## REQUIREMENT
Check each line of the data, and copy those where "Deorce" appears.

## DATA IN THIS EXERCISE

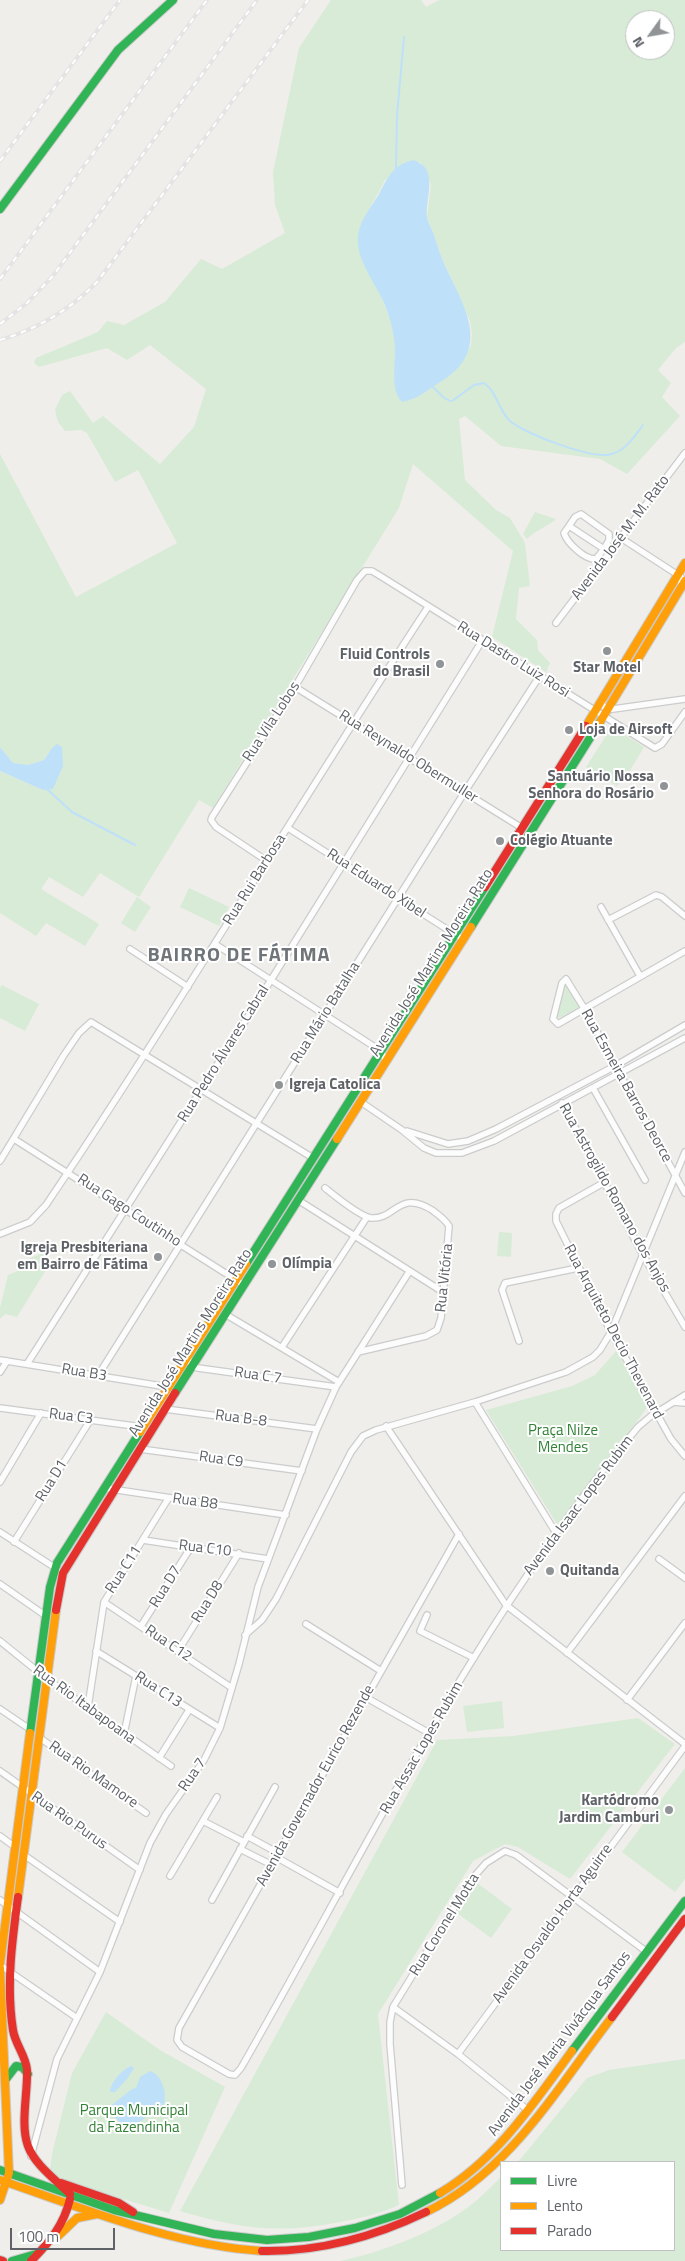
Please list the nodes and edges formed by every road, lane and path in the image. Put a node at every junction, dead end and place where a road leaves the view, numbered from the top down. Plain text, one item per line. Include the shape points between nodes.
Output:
1 (173, 0) edge
2 (0, 210) edge
3 (685, 453) edge
4 (569, 526) junction
5 (621, 538) junction
6 (607, 551) junction
7 (685, 563) edge
8 (372, 571) joint
9 (678, 574) junction
10 (683, 585) edge
11 (428, 607) junction
12 (556, 623) dead end
13 (482, 641) junction
14 (539, 677) junction
15 (295, 687) junction
16 (604, 698) junction
17 (685, 699) edge
18 (595, 711) junction
19 (685, 712) edge
20 (605, 713) junction
21 (353, 722) junction
22 (410, 758) junction
23 (464, 793) junction
24 (288, 828) junction
25 (522, 828) junction
26 (267, 861) junction
27 (344, 863) junction
28 (398, 898) junction
29 (601, 907) dead end
30 (685, 916) edge
31 (608, 920) junction
32 (455, 934) junction
33 (464, 940) junction
34 (215, 944) junction
35 (130, 949) dead end
36 (685, 951) edge
37 (640, 976) junction
38 (272, 980) junction
39 (188, 987) junction
40 (584, 1008) junction
41 (325, 1015) junction
42 (685, 1025) edge
43 (685, 1038) edge
44 (381, 1051) junction
45 (145, 1054) junction
46 (386, 1061) junction
47 (615, 1066) junction
48 (620, 1074) junction
49 (593, 1088) junction
50 (202, 1089) junction
51 (559, 1096) junction
52 (361, 1102) junction
53 (563, 1104) junction
54 (257, 1123) junction
55 (402, 1130) junction
56 (14, 1139) junction
57 (685, 1152) edge
58 (313, 1158) junction
59 (0, 1161) edge
60 (68, 1172) junction
61 (676, 1176) junction
62 (645, 1180) dead end
63 (605, 1182) junction
64 (324, 1188) dead end
65 (685, 1193) edge
66 (298, 1200) junction
67 (125, 1208) junction
68 (367, 1217) junction
69 (0, 1234) edge
70 (355, 1236) junction
71 (180, 1244) junction
72 (644, 1255) junction
73 (578, 1268) junction
74 (409, 1272) junction
75 (235, 1280) junction
76 (244, 1285) junction
77 (443, 1292) junction
78 (225, 1314) junction
79 (685, 1326) edge
80 (611, 1332) junction
81 (519, 1341) dead end
82 (282, 1347) junction
83 (358, 1352) junction
84 (188, 1355) junction
85 (3, 1360) edge
86 (27, 1364) junction
87 (192, 1366) junction
88 (0, 1372) edge
89 (99, 1374) junction
90 (338, 1384) junction
91 (168, 1387) junction
92 (685, 1395) edge
93 (475, 1402) junction
94 (673, 1402) junction
95 (685, 1404) edge
96 (0, 1408) edge
97 (165, 1409) junction
98 (656, 1412) junction
99 (41, 1413) junction
100 (90, 1419) junction
101 (386, 1426) junction
102 (142, 1427) junction
103 (316, 1429) junction
104 (140, 1449) junction
105 (685, 1456) edge
106 (302, 1471) junction
107 (0, 1482) edge
108 (104, 1488) junction
109 (115, 1490) junction
110 (685, 1496) edge
111 (168, 1499) junction
112 (286, 1515) junction
113 (0, 1532) edge
114 (556, 1533) junction
115 (459, 1534) junction
116 (143, 1540) junction
117 (14, 1542) junction
118 (191, 1547) junction
119 (239, 1553) junction
120 (268, 1559) junction
121 (660, 1559) dead end
122 (54, 1568) junction
123 (63, 1573) junction
124 (685, 1578) edge
125 (0, 1584) edge
126 (104, 1602) junction
127 (506, 1605) junction
128 (427, 1614) dead end
129 (46, 1616) junction
130 (685, 1623) edge
131 (306, 1624) dead end
132 (141, 1626) junction
133 (244, 1636) junction
134 (0, 1641) edge
135 (96, 1651) junction
136 (178, 1651) junction
137 (567, 1653) junction
138 (474, 1658) junction
139 (381, 1671) junction
140 (38, 1672) junction
141 (136, 1676) junction
142 (47, 1679) junction
143 (232, 1688) junction
144 (366, 1698) junction
145 (627, 1700) junction
146 (88, 1707) junction
147 (0, 1709) edge
148 (189, 1710) junction
149 (220, 1728) junction
150 (31, 1730) junction
151 (429, 1733) junction
152 (124, 1734) junction
153 (40, 1738) junction
154 (685, 1745) edge
155 (159, 1758) junction
156 (171, 1766) dead end
157 (0, 1771) edge
158 (275, 1787) dead end
159 (23, 1788) junction
160 (32, 1794) junction
161 (217, 1797) dead end
162 (146, 1813) dead end
163 (203, 1821) junction
164 (0, 1836) edge
165 (245, 1839) junction
166 (15, 1847) junction
167 (240, 1849) junction
168 (24, 1855) junction
169 (277, 1855) junction
170 (272, 1864) junction
171 (140, 1870) junction
172 (170, 1876) dead end
173 (340, 1893) junction
174 (572, 1898) junction
175 (0, 1900) edge
176 (212, 1900) dead end
177 (685, 1901) edge
178 (8, 1906) junction
179 (16, 1912) junction
180 (685, 1919) edge
181 (120, 1922) junction
182 (647, 1952) junction
183 (0, 1966) edge
184 (10, 1972) junction
185 (100, 1972) junction
186 (393, 2007) junction
187 (77, 2018) junction
188 (1, 2030) edge
189 (458, 2054) junction
190 (2, 2065) edge
191 (28, 2074) junction
192 (235, 2074) joint
193 (5, 2081) junction
194 (529, 2111) junction
195 (4, 2114) edge
196 (31, 2156) junction
197 (0, 2170) edge
198 (9, 2172) junction
199 (4, 2181) edge
200 (58, 2182) junction
201 (402, 2185) dead end
202 (70, 2194) junction
203 (0, 2200) edge
204 (69, 2203) junction
205 (104, 2214) junction
206 (139, 2216) junction
207 (48, 2244) junction
208 (40, 2252) junction
209 (12, 2261) edge
210 (31, 2261) edge

1 - 2 street via 118,50
3 - 5 street, Avenida José M. M. Rato
4 - 6 street
4 - 6 street via 564,533 567,540 589,558 596,558
4 - 6 street via 575,517 582,514 609,534
5 - 6 street, Avenida José M. M. Rato
5 - 9 street
6 - 12 street, Avenida José M. M. Rato
7 - 9 street, Avenida José Martins Moreira Rato
8 - 11 street, Rua Dastro Luiz Rosi
8 - 15 street, Rua Vila Lobos via 360,575
9 - 10 street
9 - 16 street, Avenida José Martins Moreira Rato
10 - 20 street, Avenida José Martins Moreira Rato
11 - 13 street, Rua Dastro Luiz Rosi
11 - 21 street, Rua Rui Barbosa
13 - 14 street, Rua Dastro Luiz Rosi
13 - 22 street, Rua Pedro Álvares Cabral
14 - 18 street, Rua Dastro Luiz Rosi
14 - 23 street, Rua Mário Batalha
15 - 21 street, Rua Reynaldo Obermuller
15 - 26 street, Rua Vila Lobos via 212,817 216,827
16 - 18 street, Avenida José Martins Moreira Rato
16 - 20 street
17 - 20 street
18 - 20 street, Rua Dastro Luiz Rosi
18 - 25 street, Avenida José Martins Moreira Rato
19 - 20 street, Rua Dastro Luiz Rosi via 662,744 655,748
20 - 33 street, Avenida José Martins Moreira Rato
21 - 22 street, Rua Reynaldo Obermuller
21 - 24 street, Rua Rui Barbosa
22 - 23 street, Rua Reynaldo Obermuller
22 - 27 street, Rua Pedro Álvares Cabral
23 - 25 street, Rua Reynaldo Obermuller
23 - 28 street, Rua Mário Batalha
24 - 26 street, Rua Rui Barbosa
24 - 27 street, Rua Eduardo Xibel
25 - 32 street, Avenida José Martins Moreira Rato
26 - 34 street, Rua Rui Barbosa
27 - 28 street, Rua Eduardo Xibel
27 - 38 street, Rua Pedro Álvares Cabral
28 - 32 street, Rua Eduardo Xibel
28 - 41 street, Rua Mário Batalha
29 - 31 street
30 - 31 street via 656,895
31 - 37 street
32 - 33 street, Rua Eduardo Xibel
32 - 44 street, Avenida José Martins Moreira Rato
33 - 46 street, Avenida José Martins Moreira Rato
34 - 38 street
34 - 39 street, Rua Rui Barbosa
35 - 39 street
36 - 37 street
37 - 40 street
38 - 41 street
38 - 50 street, Rua Pedro Álvares Cabral
39 - 45 street, Rua Rui Barbosa
40 - 40 street, Rua Esmeira Barros Deorce via 566,979 562,983 554,1022 558,1024
40 - 47 street, Rua Esmeira Barros Deorce
41 - 44 street
41 - 54 street, Rua Mário Batalha
42 - 47 street
43 - 48 street
44 - 46 street
44 - 58 street, Avenida José Martins Moreira Rato
45 - 50 street
45 - 56 street via 91,1022 64,1055
45 - 60 street, Rua Rui Barbosa
46 - 52 street, Avenida José Martins Moreira Rato
47 - 48 street, Rua Esmeira Barros Deorce
47 - 51 street
48 - 49 street
48 - 61 street, Rua Esmeira Barros Deorce
49 - 53 street
49 - 62 street
50 - 54 street
50 - 67 street, Rua Pedro Álvares Cabral
51 - 53 street, Rua Astrogildo Romano dos Anjos
51 - 55 street via 468,1141 439,1142
52 - 55 street
52 - 66 street, Avenida José Martins Moreira Rato
53 - 55 street via 494,1141 462,1153 436,1153 424,1148
53 - 63 street, Rua Astrogildo Romano dos Anjos
54 - 58 street
54 - 71 street, Rua Mário Batalha
56 - 59 street
56 - 60 street, Rua Gago Coutinho
57 - 61 street
58 - 75 street, Avenida José Martins Moreira Rato
60 - 67 street, Rua Gago Coutinho
60 - 69 street, Rua Rui Barbosa via 36,1217 23,1226
61 - 65 street, Rua Esmeira Barros Deorce
61 - 72 street
63 - 72 street, Rua Astrogildo Romano dos Anjos
63 - 73 street, Rua Arquiteto Decio Thevenard via 562,1206 556,1214 558,1226
64 - 68 street
66 - 70 street
66 - 76 street, Avenida José Martins Moreira Rato
67 - 71 street, Rua Gago Coutinho
67 - 86 street, Rua Pedro Álvares Cabral
68 - 70 street
68 - 77 street, Rua Vitória via 376,1217 412,1202 444,1219 449,1229
70 - 74 street
70 - 82 street
71 - 75 street, Rua Gago Coutinho
71 - 89 street, Rua Mário Batalha
72 - 79 street, Rua Astrogildo Romano dos Anjos
72 - 80 street
73 - 80 street, Rua Arquiteto Decio Thevenard
73 - 81 street via 505,1283 502,1290
74 - 77 street
74 - 83 street, Rua 7
75 - 76 street, Rua Gago Coutinho
75 - 84 street, Avenida José Martins Moreira Rato
76 - 78 street, Avenida José Martins Moreira Rato
77 - 83 street, Rua Vitória via 439,1325 434,1332
78 - 82 street
78 - 87 street, Avenida José Martins Moreira Rato
80 - 93 street via 600,1350 582,1364
80 - 98 street, Rua Arquiteto Decio Thevenard
82 - 90 street
83 - 90 street, Rua 7
84 - 87 street
84 - 91 street, Avenida José Martins Moreira Rato
85 - 86 street, Rua B3
85 - 88 street
86 - 89 street, Rua B3
87 - 90 street, Rua C 7
87 - 97 street, Avenida José Martins Moreira Rato
89 - 91 street, Rua B3
90 - 103 street, Rua 7
91 - 102 street, Avenida José Martins Moreira Rato
92 - 94 street, Avenida Isaac Lopes Rubim
93 - 101 street
93 - 114 street
94 - 95 street
94 - 98 street, Avenida Isaac Lopes Rubim
96 - 99 street, Rua C3
97 - 103 street, Rua B-8
97 - 104 street, Avenida José Martins Moreira Rato
98 - 105 street, Rua Arquiteto Decio Thevenard
98 - 114 street, Avenida Isaac Lopes Rubim via 635,1431
99 - 100 street, Rua C3
99 - 107 street
100 - 102 street, Rua C3
100 - 117 street, Rua D1
101 - 115 street
101 - 133 street via 368,1433 358,1442 276,1599 262,1620
102 - 108 street, Avenida José Martins Moreira Rato
103 - 106 street, Rua 7
104 - 106 street, Rua C9
104 - 109 street, Avenida José Martins Moreira Rato
106 - 112 street, Rua 7
108 - 109 street, Rua B8
108 - 122 street, Avenida José Martins Moreira Rato
109 - 111 street, Rua B8
109 - 123 street, Avenida José Martins Moreira Rato
110 - 137 street
111 - 112 street, Rua B8
111 - 116 street, Rua C11
112 - 120 street, Rua 7
113 - 117 street
114 - 127 street, Avenida Isaac Lopes Rubim
115 - 127 street
115 - 139 street, Avenida Governador Eurico Rezende
116 - 118 street, Rua C10
116 - 126 street, Rua C11
117 - 122 street
118 - 119 street, Rua C10
118 - 132 street, Rua D7
119 - 120 street, Rua C10
119 - 136 street, Rua D8
120 - 133 street, Rua 7
121 - 124 street
122 - 123 street
122 - 129 street, Avenida José Martins Moreira Rato
123 - 142 street, Avenida José Martins Moreira Rato
125 - 129 street
126 - 132 street, Rua C12
126 - 135 street, Rua C11
127 - 137 street
127 - 138 street, Rua Assac Lopes Rubim
128 - 138 street via 420,1631
129 - 140 street, Avenida José Martins Moreira Rato
130 - 145 street
131 - 139 street
132 - 136 street, Rua C12
133 - 143 street, Rua 7
134 - 140 street, Rua Rio Itabapoana
135 - 141 street, Rua C13
135 - 146 street, Rua C11
136 - 143 street, Rua C12
137 - 145 street
138 - 151 street, Rua Assac Lopes Rubim
139 - 144 street, Avenida Governador Eurico Rezende
140 - 142 street, Rua Rio Itabapoana
140 - 150 street, Avenida José Martins Moreira Rato
141 - 148 street, Rua C13
141 - 152 street
142 - 146 street, Rua Rio Itabapoana
142 - 153 street, Avenida José Martins Moreira Rato
143 - 149 street, Rua 7
144 - 151 street
144 - 169 street, Avenida Governador Eurico Rezende
145 - 154 street
146 - 152 street, Rua Rio Itabapoana
147 - 150 street
148 - 149 street, Rua C13
148 - 155 street
149 - 171 street, Rua 7 via 204,1760 158,1827
150 - 159 street, Avenida José Martins Moreira Rato
151 - 173 street, Rua Assac Lopes Rubim
152 - 155 street, Rua Rio Itabapoana
153 - 160 street, Avenida José Martins Moreira Rato
153 - 162 street, Rua Rio Mamore
154 - 174 street, Avenida Osvaldo Horta Aguirre
155 - 156 street, Rua Rio Itabapoana
157 - 159 street, Rua Rio Purus
158 - 165 street
159 - 160 street, Rua Rio Purus
159 - 166 street, Avenida José Martins Moreira Rato
160 - 168 street, Avenida José Martins Moreira Rato
160 - 171 street, Rua Rio Purus
161 - 163 street
163 - 165 street
163 - 172 street
164 - 166 street
165 - 167 street
165 - 169 street
166 - 178 street, Avenida José Martins Moreira Rato
167 - 170 street
167 - 176 street
168 - 179 street, Avenida José Martins Moreira Rato
168 - 181 street
169 - 170 street, Avenida Governador Eurico Rezende
169 - 173 street
170 - 192 street, Avenida Governador Eurico Rezende via 179,2028 177,2040 186,2050
171 - 181 street, Rua 7
173 - 192 street, Rua Assac Lopes Rubim via 249,2055
174 - 182 street
174 - 186 street, Rua Coronel Motta via 524,1860 505,1852 486,1863 471,1880
174 - 189 street, Avenida Osvaldo Horta Aguirre
175 - 178 street
177 - 182 street, Avenida José Maria Vivácqua Santos
178 - 179 street
178 - 183 street, Avenida José Martins Moreira Rato
179 - 184 street, Avenida José Martins Moreira Rato
179 - 185 street
180 - 205 street, Avenida José Maria Vivácqua Santos via 520,2138 492,2168 422,2215 343,2244 272,2252 201,2243
181 - 185 street, Rua 7
182 - 194 street, Avenida José Maria Vivácqua Santos
183 - 184 street
183 - 188 street, Avenida José Martins Moreira Rato
184 - 187 street
184 - 191 street, Avenida José Martins Moreira Rato via 11,2024
185 - 187 street, Rua 7
186 - 189 street
186 - 201 street via 390,2044
187 - 196 street, Rua 7 via 54,2070
188 - 190 street, Avenida José Martins Moreira Rato
189 - 194 street
190 - 193 street, Avenida José Martins Moreira Rato
191 - 193 street via 16,2066
191 - 196 street, Avenida José Martins Moreira Rato via 25,2132
193 - 195 street, Avenida José Martins Moreira Rato
194 - 206 street, Avenida José Maria Vivácqua Santos via 494,2152 462,2180 424,2203 363,2226 309,2237 266,2240 214,2234
195 - 198 street, Avenida José Martins Moreira Rato
196 - 200 street
197 - 198 street, Avenida José Maria Vivácqua Santos
198 - 199 street, Avenida José Martins Moreira Rato
198 - 202 street, Avenida José Maria Vivácqua Santos
199 - 203 street, Avenida José Martins Moreira Rato
199 - 204 street, Avenida José Maria Vivácqua Santos
200 - 202 street
200 - 206 street via 119,2203
202 - 204 street
202 - 206 street, Avenida José Maria Vivácqua Santos
204 - 205 street, Avenida José Maria Vivácqua Santos
204 - 207 street
205 - 207 street via 77,2218
207 - 208 street
208 - 209 street
208 - 210 street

## OUTPUT FOR THIS TASK
40 - 40 street, Rua Esmeira Barros Deorce via 566,979 562,983 554,1022 558,1024
40 - 47 street, Rua Esmeira Barros Deorce
47 - 48 street, Rua Esmeira Barros Deorce
48 - 61 street, Rua Esmeira Barros Deorce
61 - 65 street, Rua Esmeira Barros Deorce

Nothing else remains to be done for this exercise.